There is indeed work to be done. We're in the middle of tiff right now, triggered by a continuance of no/little time together.

Interesting timing, too, as I received the first level of confirmation regarding my annulment request. There remains a 2nd review in another diocese, which could reverse the decision. But I doubt it.

Receiving the letter about the annulment left me with a mixture of feelings. Relief, excitement for my future, yet also a bit a sadness for the past me who naively walked into a buzz saw, not doing enough prep work for the M. My bad. Regardless, it is reality and I believe is an important part of my healing process and my continuing on with my life.

I've had a couple of nice lunches with friends from work and a dinner with a friend from out of town, with the general impression being that folks are/were a bit worried about how worn I've been. This job was taking on a bit too much importance, and I chose to neglect myself too much.
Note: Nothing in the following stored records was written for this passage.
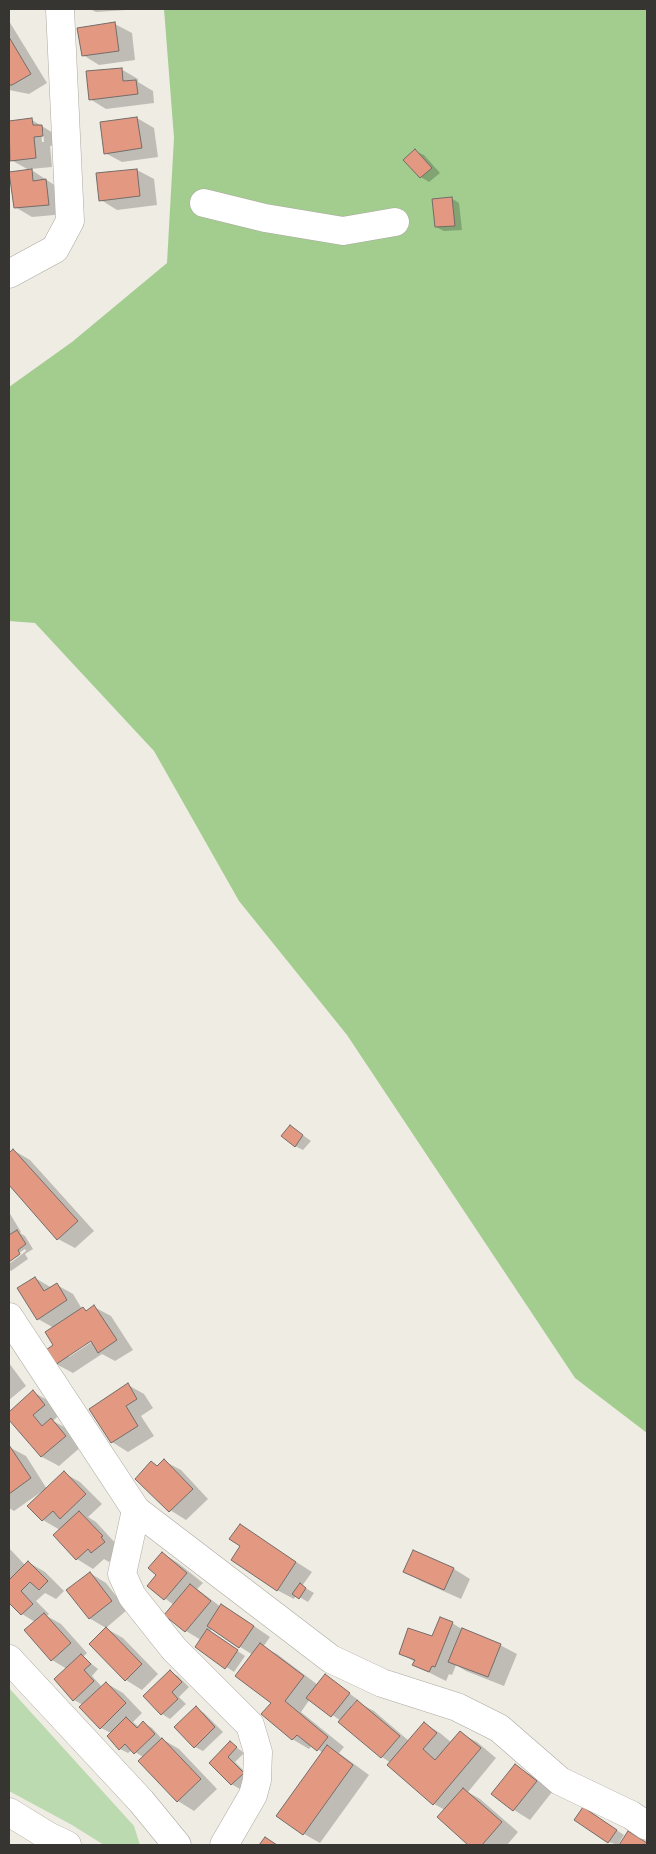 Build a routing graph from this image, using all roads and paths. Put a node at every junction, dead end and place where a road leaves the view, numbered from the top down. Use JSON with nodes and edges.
{"nodes":[{"id":1,"x":60,"y":9,"type":"edge"},
{"id":2,"x":204,"y":203,"type":"dead end"},
{"id":3,"x":395,"y":222,"type":"dead end"},
{"id":4,"x":9,"y":274,"type":"edge"},
{"id":5,"x":9,"y":1317,"type":"edge"},
{"id":6,"x":136,"y":1510,"type":"junction"},
{"id":7,"x":9,"y":1659,"type":"edge"},
{"id":8,"x":9,"y":1812,"type":"edge"},
{"id":9,"x":647,"y":1826,"type":"edge"},
{"id":10,"x":67,"y":1845,"type":"edge"},
{"id":11,"x":177,"y":1845,"type":"edge"},
{"id":12,"x":224,"y":1845,"type":"edge"}],
"edges":[{"from":1,"to":4,"type":"street"},
{"from":2,"to":3,"type":"street"},
{"from":5,"to":6,"type":"street"},
{"from":6,"to":9,"type":"street"},
{"from":6,"to":12,"type":"street"},
{"from":7,"to":11,"type":"street"},
{"from":8,"to":10,"type":"street"}]}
As I've noted before, its high time to reverse that trend, busy schedule or no. I gritted my teeth and ran a solid 5 miles this evening despite the heat, my tubbiness, and the need to prep for an upcoming business trip. Celeste is opting out of going after all, and there goes a non-refundable ticket.

In a few weeks, I'll be heading west to see my family, then venturing north in a roundabout sort of way with S8 to see big country. It'll be nice to just get lost for awhile - lost in a good way.

Hope your Hump Day is a good one!

FL
Posted By: FiatLux Re: Rise and Shine - Daylight's Wastin' - 07/26/08 04:55 AM
It does seem to be getting longer b/t posts for me. Either that's a sign of healing or just general apathy or laziness on my part. \:\)

There is something very useful about this process of posting and getting input from others, as well as giving the same to others. Kind of like getting your journal reviewed and edited? ;\)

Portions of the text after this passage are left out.